AI Agents Operational Framework
Operational best practices for building, deploying and operating AI agents on AWS.
What are AI agents?
Artificial intelligence (AI) agents are autonomous software systems that leverage AI, like foundation models (FMs), to reason (break down user-requested task into multiple steps), plan (use the developer-provided instructions to create an orchestration plan), and complete tasks (invoking tools, APIs, and other agents) on behalf of humans or systems.
According to Gartner, 33% of enterprise software apps will include agentic AI by 2028, and 15% of day-to-day work decisions will be made autonomously through agentic AI by 2028.

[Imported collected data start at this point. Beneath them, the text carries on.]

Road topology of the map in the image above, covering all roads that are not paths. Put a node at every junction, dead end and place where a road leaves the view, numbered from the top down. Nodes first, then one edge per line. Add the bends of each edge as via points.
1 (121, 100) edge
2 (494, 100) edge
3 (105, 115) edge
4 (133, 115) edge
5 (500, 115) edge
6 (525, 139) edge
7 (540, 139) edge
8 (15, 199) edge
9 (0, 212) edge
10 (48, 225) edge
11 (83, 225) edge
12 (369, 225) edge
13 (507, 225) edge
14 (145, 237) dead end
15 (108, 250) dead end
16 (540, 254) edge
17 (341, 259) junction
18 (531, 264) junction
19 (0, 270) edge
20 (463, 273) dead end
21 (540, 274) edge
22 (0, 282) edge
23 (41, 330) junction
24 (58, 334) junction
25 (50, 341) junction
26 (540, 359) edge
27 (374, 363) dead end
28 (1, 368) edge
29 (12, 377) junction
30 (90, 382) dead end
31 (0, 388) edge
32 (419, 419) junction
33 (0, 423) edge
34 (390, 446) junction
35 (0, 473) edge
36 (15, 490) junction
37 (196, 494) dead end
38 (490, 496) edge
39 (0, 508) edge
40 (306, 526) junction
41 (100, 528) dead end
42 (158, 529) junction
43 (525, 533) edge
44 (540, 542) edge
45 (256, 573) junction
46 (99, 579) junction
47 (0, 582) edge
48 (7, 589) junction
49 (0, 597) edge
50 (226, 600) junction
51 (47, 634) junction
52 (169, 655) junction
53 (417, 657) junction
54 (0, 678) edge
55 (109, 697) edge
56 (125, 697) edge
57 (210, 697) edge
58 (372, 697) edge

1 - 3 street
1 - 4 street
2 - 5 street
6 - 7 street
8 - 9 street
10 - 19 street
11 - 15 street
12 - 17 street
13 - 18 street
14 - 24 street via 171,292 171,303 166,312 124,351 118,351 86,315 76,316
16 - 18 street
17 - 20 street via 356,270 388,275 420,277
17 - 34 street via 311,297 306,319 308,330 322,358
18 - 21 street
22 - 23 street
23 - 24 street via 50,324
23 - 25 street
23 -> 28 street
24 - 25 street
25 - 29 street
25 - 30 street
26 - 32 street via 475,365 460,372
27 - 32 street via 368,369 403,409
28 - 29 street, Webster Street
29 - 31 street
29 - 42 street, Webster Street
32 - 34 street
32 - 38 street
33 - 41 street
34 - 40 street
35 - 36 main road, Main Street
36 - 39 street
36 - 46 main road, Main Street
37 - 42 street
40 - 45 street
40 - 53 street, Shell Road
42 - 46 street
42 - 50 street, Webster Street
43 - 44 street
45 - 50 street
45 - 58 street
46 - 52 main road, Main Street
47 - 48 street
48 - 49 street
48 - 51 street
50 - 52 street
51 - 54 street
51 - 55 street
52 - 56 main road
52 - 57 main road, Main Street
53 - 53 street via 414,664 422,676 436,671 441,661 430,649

This article provides you a structured approach to build, deploy and operate AI agents in your organization on AWS.
Benefits
The AI Agents operational framework provides several benefits for your organization:
- It increases the success rate of launching and scaling your agentic AI systems
- It increases the reliability and mitigates risks in your agentic AI systems
- It accelerates issue resolution
- It helps you achieve continuous optimization
Choice of AI agents
You can use or build AI agents in below 3 ways generally:
- Use fully managed specialized agents like Kiro, Amazon Q and AWS Transform.
- Build your own agents using managed services like Amazon Bedrock AgentCore and Amazon Bedrock Agents.
- Build your own agents using open source frameworks like Strands Agents and LangGraph.
In this article we focus on AI agents on Amazon Bedrock, the easiest way to build and scale generative AI applications. However, most of the operational best practices in the framework apply to the other types of AI agents as well.
5-stage operational framework for AI agents
The AI agents operational framework spans across the agent’s lifecycle, which generally includes 5 stages.
1. Prepare
This is the scoping and planning stage. You start by defining the business problem that is feasible for AI agents. Note that not all problems need to be solved by AI agents. More defined workflow or tasks can be implemented with workflow like Amazon Bedrock Flows or AWS Step Functions with AWS Lambda. AI agents are better for use cases where it requires stronger reasoning, planning, dynamic routing capabilities and multi-step tool calling. From operations perspective, you can start with a simple use case, like a single HR assistant agent to request PTO. To estimate cost of the entire agentic AI system, include all features and components used like the foundation model (FM), request and response tokens, vector database, and any other services in the architecture like Amazon API Gateway and AWS Lambda. For more details, reference to the Bedrock pricing page and this blog post. It’s also important to create a GenAI cost control strategy from the beginning like implementing cost guardrails with resource tagging, cost monitoring reports and budget alerts. Review service quotas to ensure you can operate at different stages from dev to prod without errors or throttling. Plan for failure and design for resiliency like have a multi-AZ or multi-region architecture. Review the desired FM throughput requirement to ensure the system is able to respond to production traffic, consider purchasing Provisioned Throughput to maintain a higher level of throughput.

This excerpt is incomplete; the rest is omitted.